Diante de tanta flexibilidade, porque então nunca se trabalhou tanto como hoje? Porque cunhamos termos como “Síndrome de Burnout” (Herbert J. Freudenberger) para dizer que a vida profissional está causando esgotamento físico e mental intenso nas pessoas?
Talvez porque as empresas prefiram ter menos gente trabalhando por mais horas para economizar no “hedcount” (nº de funcionários) e as pessoas queiram o dinheiro. No entanto, esse “Pacto Faustiano” que troca tempo por dinheiro criou um ciclo insidioso de ganhar e gastar. As pessoas se voltam cada vez mais para o consumo em busca de satisfação e de um sentido para a vida. Os ganhos de produtividade dos últimos 70 anos foram transformados em dinheiro ao invés de tempo livre, retroalimentando a dinâmica do “ganhar x gastar”.
O paradoxo? As pessoas sabem que isso não faz sentido. Uma pesquisa feita aqui no Brasil pela empresa de softwares Unify (2014), revelou que 43% das pessoas preferem um trabalho flexível a um aumento de 10% no salário. 
Mesmo quando questionadas sobre a possibilidade de um aumento salarial de 20%, quase 40%  continuaram optando pela flexibilidade no tempo de trabalho. 
As pessoas querem mais tempo livre para lidar com responsabilidades familiares (43%) ou simplesmente para aproveitar a vida (38%). Isso já não é de agora. Um estudo do Ministério do Trabalho dos EUA mostra que 84% das pessoas trocariam mais tempo de laser por futuros aumentos salariais. Sabe de quando é essa pesquisa? É de 1978!

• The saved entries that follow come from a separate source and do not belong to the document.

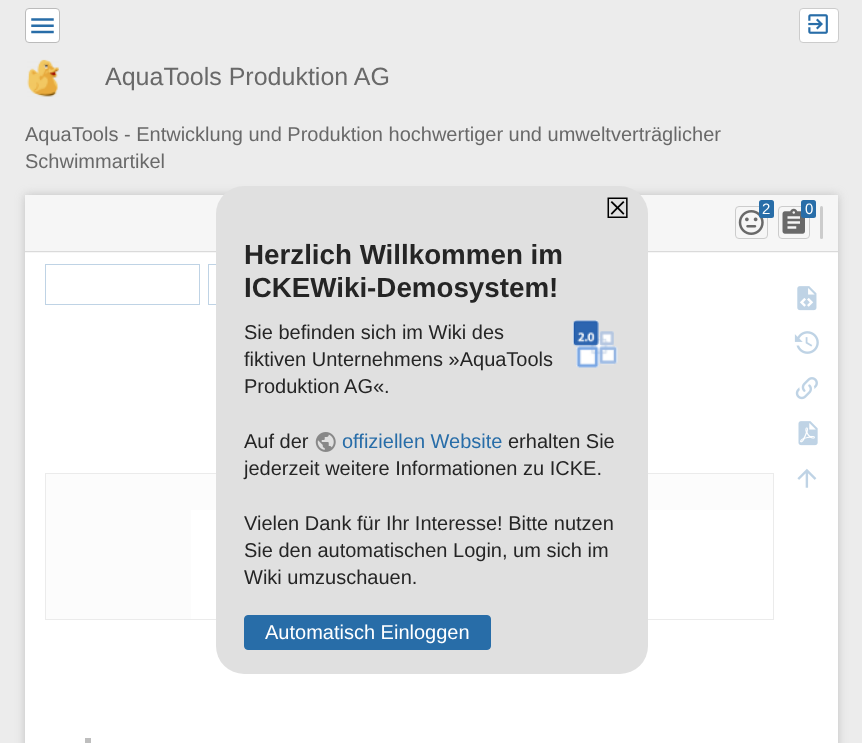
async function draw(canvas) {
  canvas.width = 862;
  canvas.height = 743;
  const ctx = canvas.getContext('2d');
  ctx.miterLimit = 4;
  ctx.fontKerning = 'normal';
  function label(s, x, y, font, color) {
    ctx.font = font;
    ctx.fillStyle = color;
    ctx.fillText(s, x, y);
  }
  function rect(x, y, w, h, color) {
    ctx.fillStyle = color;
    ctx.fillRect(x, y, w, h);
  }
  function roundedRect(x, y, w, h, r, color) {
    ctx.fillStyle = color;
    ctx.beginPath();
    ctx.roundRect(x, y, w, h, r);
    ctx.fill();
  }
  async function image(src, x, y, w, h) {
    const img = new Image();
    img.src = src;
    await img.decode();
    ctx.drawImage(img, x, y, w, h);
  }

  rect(0, 0, 862, 743, '#ececec');
  ctx.fillStyle = '#fff';
  ctx.beginPath();
  ctx.roundRect(799.5, 8.5, 39, 34, 3.5);
  ctx.fill();
  ctx.strokeStyle = '#ccc';
  ctx.stroke();
  await image('assets/img1.png', 808, 14, 20, 20);
  ctx.beginPath();
  ctx.roundRect(25.5, 8.5, 34, 34, 3.5);
  ctx.fill();
  ctx.strokeStyle = '#bbb';
  ctx.stroke();
  await image('assets/img2.png', 31, 18, 23, 16);
  await image('assets/img3.png', 27, 59, 32, 38);
  label('AquaTools Produktion AG', 105, 85, '25px Liberation Sans', '#696969');
  label('AquaTools - Entwicklung und Produktion hochwertiger und umweltverträglicher', 25, 141, '20px Liberation Sans', '#696969');
  label('Schwimmartikel', 25, 168, '20px Liberation Sans', '#696969');
  ctx.fillStyle = '#99999980';
  ctx.filter = 'blur(5px)';
  ctx.beginPath();
  ctx.rect(25, 195, 813, 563);
  ctx.fill();
  ctx.filter = 'none';
  rect(25, 253, 813, 490, '#fff');
  ctx.strokeStyle = '#286da8';
  ctx.strokeRect(45.5, 264.5, 154, 40);
  ctx.strokeRect(208.5, 264.5, 65, 40);
  ctx.strokeStyle = '#bbb';
  ctx.strokeRect(45.5, 473.5, 728, 146);
  rect(46, 474, 727, 36, '#f6f6f6');
  rect(46, 510, 145, 109, '#f6f6f6');
  rect(85, 738, 6, 5, '#252525');
  await image('assets/img8.png', 797, 286, 20, 25);
  await image('assets/img9.png', 794, 331, 25, 23);
  await image('assets/img10.png', 795, 377, 23, 23);
  await image('assets/img11.png', 798, 421, 20, 25);
  await image('assets/img12.png', 797, 468, 20, 20);
  rect(45, 264, 774, 479, '#ffffffb3');
  rect(25, 195, 813, 58, '#f6f6f6');
  rect(25, 251, 813, 1, '#dadada');
  roundedRect(216, 186, 432, 488, 28, '#e0e0e0');
  label('☒', 605, 218, '28px DejaVu Sans', '#000');
  label('Herzlich Willkommen im', 244, 264, 'bold 27.75px Liberation Sans', '#252525');
  label('ICKEWiki-Demosystem!', 244, 297, 'bold 27.75px Liberation Sans', '#252525');
  label('Sie befinden sich im Wiki des', 244, 339, '20px Liberation Sans', '#252525');
  label('fiktiven Unternehmens »AquaTools', 244, 366, '20px Liberation Sans', '#252525');
  label('Produktion AG«.', 244, 393, '20px Liberation Sans', '#252525');
  await image('assets/img4.png', 572, 320, 46, 48);
  label('Auf der', 244, 448, '20px Liberation Sans', '#252525');
  await image('assets/img5.png', 315, 432, 21, 20);
  label('offiziellen Website', 342, 448, '20px Liberation Sans', '#286da8');
  label('erhalten Sie', 508, 448, '20px Liberation Sans', '#252525');
  label('jederzeit weitere Informationen zu ICKE.', 244, 475, '20px Liberation Sans', '#252525');
  label('Vielen Dank für Ihr Interesse! Bitte nutzen', 244, 530, '20px Liberation Sans', '#252525');
  label('Sie den automatischen Login, um sich im', 244, 557, '20px Liberation Sans', '#252525');
  label('Wiki umzuschauen.', 244, 584, '20px Liberation Sans', '#252525');
  ctx.fillStyle = '#286da8';
  ctx.beginPath();
  ctx.roundRect(244.5, 615.5, 246, 34, 3.5);
  ctx.fill();
  ctx.strokeStyle = '#286da8';
  ctx.stroke();
  label('Automatisch Einloggen', 265, 639, '20px Liberation Sans', '#fff');
  ctx.beginPath();
  ctx.roundRect(735.5, 206.5, 32, 32, 3.5);
  ctx.strokeStyle = '#ccc';
  ctx.stroke();
  await image('assets/img6.png', 738, 210, 26, 25);
  roundedRect(759, 200, 15, 18, 2.5, '#286da8');
  label('2', 762, 214, '15px Liberation Sans', '#fff');
  ctx.beginPath();
  ctx.roundRect(778.5, 206.5, 31, 32, 3.5);
  ctx.stroke();
  await image('assets/img7.png', 782, 208, 23, 26);
  roundedRect(801, 200, 15, 18, 2.5, '#286da8');
  label('0', 805, 214, '15px Liberation Sans', '#fff');
  roundedRect(820, 206, 3, 33, 1.5, '#ccc');
}

draw(document.querySelector('canvas'));
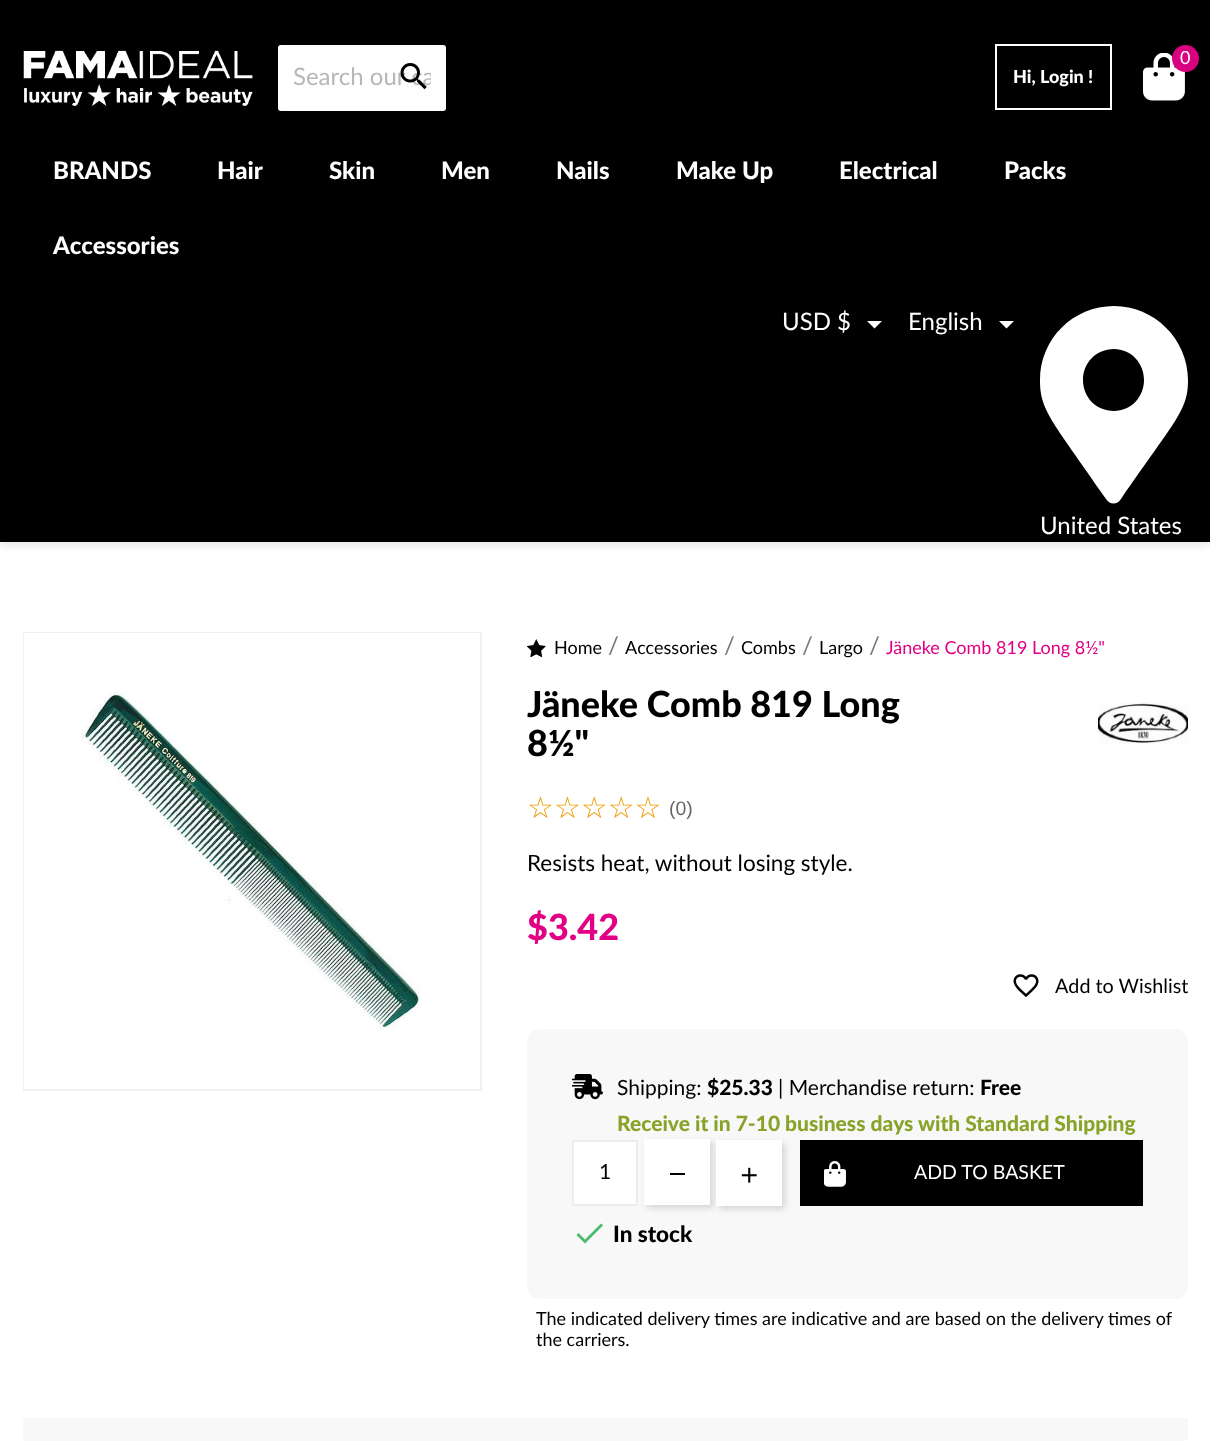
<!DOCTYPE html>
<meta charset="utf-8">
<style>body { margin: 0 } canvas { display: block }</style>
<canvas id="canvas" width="1210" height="1441"></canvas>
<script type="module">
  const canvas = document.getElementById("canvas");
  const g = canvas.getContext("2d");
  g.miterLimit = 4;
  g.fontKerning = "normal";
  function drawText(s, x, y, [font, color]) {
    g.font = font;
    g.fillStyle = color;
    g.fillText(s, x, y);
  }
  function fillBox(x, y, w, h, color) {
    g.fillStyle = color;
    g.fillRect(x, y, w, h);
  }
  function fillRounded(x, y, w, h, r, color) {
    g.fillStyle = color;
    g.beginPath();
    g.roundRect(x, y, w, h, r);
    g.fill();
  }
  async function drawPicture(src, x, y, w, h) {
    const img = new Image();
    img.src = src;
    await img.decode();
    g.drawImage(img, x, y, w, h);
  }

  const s1 = ["24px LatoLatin", "#B7B7B7"];
  const s2 = ["18px LatoLatin", "#FFFFFF"];
  const s3 = ["900 18px LatoLatin", "#FFFFFF"];
  const s4 = ["900 24px LatoLatin", "#FFFFFF"];
  const s5 = ["24px LatoLatin", "#FFFFFF"];
  const s6 = ["18px LatoLatin", "#000000"];
  const s7 = ["24px LatoLatin", "#7A7A7A"];
  const s8 = ["18px LatoLatin", "#E20185"];
  const s9 = ["900 36px LatoLatin", "#000000"];
  const s10 = ["30px DejaVu Sans", "#EE9A00"];
  const s11 = ["19.5px Liberation Sans", "#666666"];
  const s12 = ["22.5px LatoLatin", "#000000"];
  const s13 = ["900 36px LatoLatin", "#E20185"];
  const s14 = ["19.75px LatoLatin", "#000000"];
  const s15 = ["21px LatoLatin", "#000000"];
  const s16 = ["900 21px LatoLatin", "#000000"];
  const s17 = ["900 21px LatoLatin", "#89A329"];
  const s18 = ["19.5px LatoLatin", "#FFFFFF"];
  const s19 = ["900 22.5px LatoLatin", "#000000"];

  fillBox(0, 0, 1210, 1441, "#FFFFFF");
  g.fillStyle = "rgba(0, 0, 0, 0.11)";
  g.filter = "blur(4px)";
  g.beginPath();
  g.rect(0, 3, 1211, 542);
  g.fill();
  g.filter = "none";
  fillBox(0, 0, 1210, 542, "#000000");
  await drawPicture("pic1.png", 23, 50, 230, 56);
  fillRounded(278, 45, 168, 66, 3, "#FFFFFF");
  g.save();
  g.beginPath();
  g.rect(293, 65, 138, 28);
  g.clip();
  drawText("Search our ca", 293, 85, s1);
  g.restore();
  await drawPicture("pic2.png", 400, 63, 27, 27);
  await drawPicture("pic3.png", 1143, 53, 42, 48);
  g.fillStyle = "#DA0180";
  g.beginPath();
  g.arc(1185.5, 58.5, 13.5, 0, Math.PI * 2);
  g.fill();
  drawText("0", 1180, 64, s2);
  g.strokeStyle = "#FFFFFF";
  g.lineWidth = 2;
  g.strokeRect(996, 45, 115, 64);
  drawText("Hi, Login !", 1013, 83, s3);
  drawText("BRANDS", 53, 179, s4);
  drawText("Hair", 217, 179, s4);
  drawText("Skin", 329, 179, s4);
  drawText("Men", 441, 179, s4);
  drawText("Nails", 556, 179, s4);
  drawText("Make Up", 676, 179, s4);
  drawText("Electrical", 839, 179, s4);
  drawText("Packs", 1004, 179, s4);
  drawText("Accessories", 53, 254, s4);
  drawText("USD $", 782, 330, s5);
  g.beginPath();
  g.moveTo(867, 321);
  g.lineTo(882, 321);
  g.lineTo(874.5, 328.5);
  g.closePath();
  g.fill();
  drawText("English", 908, 330, s5);
  g.beginPath();
  g.moveTo(999, 321);
  g.lineTo(1014, 321);
  g.lineTo(1006.5, 328.5);
  g.closePath();
  g.fill();
  g.beginPath();
  g.moveTo(1106, 499);
  g.bezierCurveTo(1050, 418, 1040, 410, 1040, 380);
  g.bezierCurveTo(1040, 339, 1073, 306, 1114, 306);
  g.bezierCurveTo(1154, 306, 1188, 339, 1188, 380);
  g.bezierCurveTo(1188, 410, 1177, 418, 1121, 499);
  g.bezierCurveTo(1117, 505, 1110, 505, 1106, 499);
  g.closePath();
  g.moveTo(1114, 411);
  g.bezierCurveTo(1131, 411, 1144, 397, 1144, 380);
  g.bezierCurveTo(1144, 363, 1131, 349, 1114, 349);
  g.bezierCurveTo(1096, 349, 1083, 363, 1083, 380);
  g.bezierCurveTo(1083, 397, 1096, 411, 1114, 411);
  g.closePath();
  g.fill();
  drawText("United States", 1040, 534, s5);
  g.strokeStyle = "#F0F0F0";
  g.strokeRect(24, 633, 457, 457);
  fillBox(24, 633, 456, 456, "#FFFFFF");
  await drawPicture("pic4.png", 81, 690, 340, 340);
  await drawPicture("pic5.png", 527, 639, 19, 18);
  drawText("Home", 554, 654, s6);
  drawText("/", 608, 654, s7);
  drawText("Accessories", 625, 654, s6);
  drawText("/", 724, 654, s7);
  drawText("Combs", 741, 654, s6);
  drawText("/", 802, 654, s7);
  drawText("Largo", 819, 654, s6);
  drawText("/", 869, 654, s7);
  drawText("Jäneke Comb 819 Long 8½\"", 886, 654, s8);
  drawText("Jäneke Comb 819 Long", 527, 717, s9);
  drawText("8½\"", 527, 756, s9);
  await drawPicture("pic6.png", 1098, 702, 90, 42);
  drawText("☆☆☆☆☆", 527, 818, s10);
  drawText("(0)", 669, 815, s11);
  drawText("Resists heat, without losing style.", 527, 871, s12);
  drawText("$3.42", 527, 940, s13);
  await drawPicture("pic7.png", 1013, 974, 26, 23);
  drawText("Add to Wishlist", 1055, 993, s14);
  fillRounded(527, 1029, 661, 270, 12, "#F8F8F8");
  await drawPicture("pic8.png", 572, 1074, 31, 26);
  drawText("Shipping:", 617, 1095, s15);
  drawText("$25.33", 707, 1095, s16);
  drawText("| Merchandise return:", 778, 1095, s15);
  drawText("Free", 980, 1095, s16);
  drawText("Receive it in 7-10 business days with Standard Shipping", 617, 1131, s17);
  g.fillStyle = "rgba(0, 0, 0, 0.14)";
  g.filter = "blur(3px)";
  g.beginPath();
  g.rect(647, 1142, 66, 66);
  g.fill();
  g.filter = "none";
  g.fillStyle = "#FFFFFF";
  g.beginPath();
  g.rect(573, 1141, 64, 64);
  g.fill();
  g.strokeStyle = "#EDEDED";
  g.stroke();
  drawText("1", 599, 1179, s15);
  fillBox(644, 1139, 66, 66, "#FFFFFF");
  fillBox(670, 1173, 15, 2, "#000000");
  g.fillStyle = "rgba(0, 0, 0, 0.14)";
  g.filter = "blur(3px)";
  g.beginPath();
  g.rect(719, 1143, 66, 66);
  g.fill();
  g.filter = "none";
  fillBox(716, 1140, 66, 66, "#FFFFFF");
  await drawPicture("pic9.png", 741, 1167, 16, 16);
  fillBox(800, 1140, 343, 66, "#000000");
  await drawPicture("pic10.png", 824, 1161, 22, 26);
  drawText("ADD TO BASKET", 914, 1179, s18);
  g.fillStyle = "#4CBB6C";
  g.beginPath();
  g.moveTo(585, 1239.5);
  g.lineTo(601, 1223.5);
  g.lineTo(603, 1225.5);
  g.lineTo(585, 1243.5);
  g.lineTo(576.5, 1235);
  g.lineTo(578.5, 1233);
  g.closePath();
  g.fill();
  drawText("In stock", 613, 1242, s19);
  drawText("The indicated delivery times are indicative and are based on the delivery times of", 536, 1325, s6);
  drawText("the carriers.", 536, 1346, s6);
  fillBox(23, 1418, 1165, 23, "#F8F8F8");
</script>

Toda a confusão começou no momento em que transformamos o tempo em uma commodity. Quando as organizações  começaram a comprar o tempo das pessoas ao invés de comprar o que elas produzem. Então, quanto mais tempo você vende, mais dinheiro você ganha levando a uma troca inevitável de tempo por dinheiro.
Nesse processo as empresas são seletivas. Elas querem menos tempo das pessoas que elas pagam por hora e mais tempo das pessoas que elas pagam por mês, porque toda hora adicional dessas últimas sai de graça.
Ocorre que tempo é uma commodity contraditória. Algumas pessoas gastam dinheiro para economizar tempo – pegam um taxi ao invés de um ônibus. Outras gastam tempo para poder economizar dinheiro – vão de ônibus ao invés de taxi. Há, ainda, aqueles que trocam dinheiro por tempo, preferindo ganhar menos e trabalhar menos. Tempo é uma commodity que nos deixa confusos. 
O irônico é perceber que estamos caminhando para um paradoxo dentro do paradoxo. O tempo se tornou algo tão importante que um engenheiro do Facebook inventou em janeiro do ano passado (2018) uma nova unidade de tempo batizada de “flick”.
flick é maior do que um nano segundo e menor do que um micro segundo. Para ser exato é 1/705.600.000 de um segundo. Foi criado para que as frequências de 24, 25, 30, 48, 50, 60, 90, 100 e 120 Hz, bem como suas divisões por 1.000, pudessem ser representadas por números inteiros. Com isso os programadores podem incluir nos softwares de realidade virtual as medidas de tempo entre os quadros de um filme sem usar frações, o que introduziria erros de aproximação nos programas.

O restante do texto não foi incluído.